### What to produce
Go through the data below and retype all of it exactly.

### Material supplied
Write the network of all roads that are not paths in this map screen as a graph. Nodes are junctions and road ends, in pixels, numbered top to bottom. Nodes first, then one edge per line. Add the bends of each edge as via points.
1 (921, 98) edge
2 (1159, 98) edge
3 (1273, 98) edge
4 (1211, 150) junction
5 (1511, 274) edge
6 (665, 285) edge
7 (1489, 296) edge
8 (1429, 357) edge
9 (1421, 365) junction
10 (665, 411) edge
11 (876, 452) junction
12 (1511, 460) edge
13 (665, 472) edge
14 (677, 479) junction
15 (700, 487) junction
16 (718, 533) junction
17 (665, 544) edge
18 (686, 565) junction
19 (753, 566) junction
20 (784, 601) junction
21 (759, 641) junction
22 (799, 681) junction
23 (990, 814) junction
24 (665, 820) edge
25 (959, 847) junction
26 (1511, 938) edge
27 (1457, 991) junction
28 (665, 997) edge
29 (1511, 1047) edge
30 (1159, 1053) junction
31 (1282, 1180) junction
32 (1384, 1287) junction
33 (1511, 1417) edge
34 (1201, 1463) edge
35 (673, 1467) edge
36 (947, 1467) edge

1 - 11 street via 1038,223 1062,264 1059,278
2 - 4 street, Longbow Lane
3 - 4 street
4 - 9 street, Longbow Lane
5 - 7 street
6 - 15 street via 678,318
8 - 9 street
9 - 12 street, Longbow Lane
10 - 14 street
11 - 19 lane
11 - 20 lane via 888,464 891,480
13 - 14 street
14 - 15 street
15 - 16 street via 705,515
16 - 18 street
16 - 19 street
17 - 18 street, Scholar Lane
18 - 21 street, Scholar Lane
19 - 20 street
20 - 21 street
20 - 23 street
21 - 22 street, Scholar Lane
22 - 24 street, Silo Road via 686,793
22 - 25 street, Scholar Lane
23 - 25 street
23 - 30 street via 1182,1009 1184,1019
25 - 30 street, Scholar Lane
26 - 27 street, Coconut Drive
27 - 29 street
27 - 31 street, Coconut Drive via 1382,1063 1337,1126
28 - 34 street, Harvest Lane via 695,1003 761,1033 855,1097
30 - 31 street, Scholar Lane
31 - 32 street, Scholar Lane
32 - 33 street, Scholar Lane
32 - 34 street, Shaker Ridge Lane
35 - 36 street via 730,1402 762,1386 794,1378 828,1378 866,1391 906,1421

### Expected output
Write the network of all roads that are not paths in this map screen as a graph. Nodes are junctions and road ends, in pixels, numbered top to bottom. Nodes first, then one edge per line. Add the bends of each edge as via points.
1 (921, 98) edge
2 (1159, 98) edge
3 (1273, 98) edge
4 (1211, 150) junction
5 (1511, 274) edge
6 (665, 285) edge
7 (1489, 296) edge
8 (1429, 357) edge
9 (1421, 365) junction
10 (665, 411) edge
11 (876, 452) junction
12 (1511, 460) edge
13 (665, 472) edge
14 (677, 479) junction
15 (700, 487) junction
16 (718, 533) junction
17 (665, 544) edge
18 (686, 565) junction
19 (753, 566) junction
20 (784, 601) junction
21 (759, 641) junction
22 (799, 681) junction
23 (990, 814) junction
24 (665, 820) edge
25 (959, 847) junction
26 (1511, 938) edge
27 (1457, 991) junction
28 (665, 997) edge
29 (1511, 1047) edge
30 (1159, 1053) junction
31 (1282, 1180) junction
32 (1384, 1287) junction
33 (1511, 1417) edge
34 (1201, 1463) edge
35 (673, 1467) edge
36 (947, 1467) edge

1 - 11 street via 1038,223 1062,264 1059,278
2 - 4 street, Longbow Lane
3 - 4 street
4 - 9 street, Longbow Lane
5 - 7 street
6 - 15 street via 678,318
8 - 9 street
9 - 12 street, Longbow Lane
10 - 14 street
11 - 19 lane
11 - 20 lane via 888,464 891,480
13 - 14 street
14 - 15 street
15 - 16 street via 705,515
16 - 18 street
16 - 19 street
17 - 18 street, Scholar Lane
18 - 21 street, Scholar Lane
19 - 20 street
20 - 21 street
20 - 23 street
21 - 22 street, Scholar Lane
22 - 24 street, Silo Road via 686,793
22 - 25 street, Scholar Lane
23 - 25 street
23 - 30 street via 1182,1009 1184,1019
25 - 30 street, Scholar Lane
26 - 27 street, Coconut Drive
27 - 29 street
27 - 31 street, Coconut Drive via 1382,1063 1337,1126
28 - 34 street, Harvest Lane via 695,1003 761,1033 855,1097
30 - 31 street, Scholar Lane
31 - 32 street, Scholar Lane
32 - 33 street, Scholar Lane
32 - 34 street, Shaker Ridge Lane
35 - 36 street via 730,1402 762,1386 794,1378 828,1378 866,1391 906,1421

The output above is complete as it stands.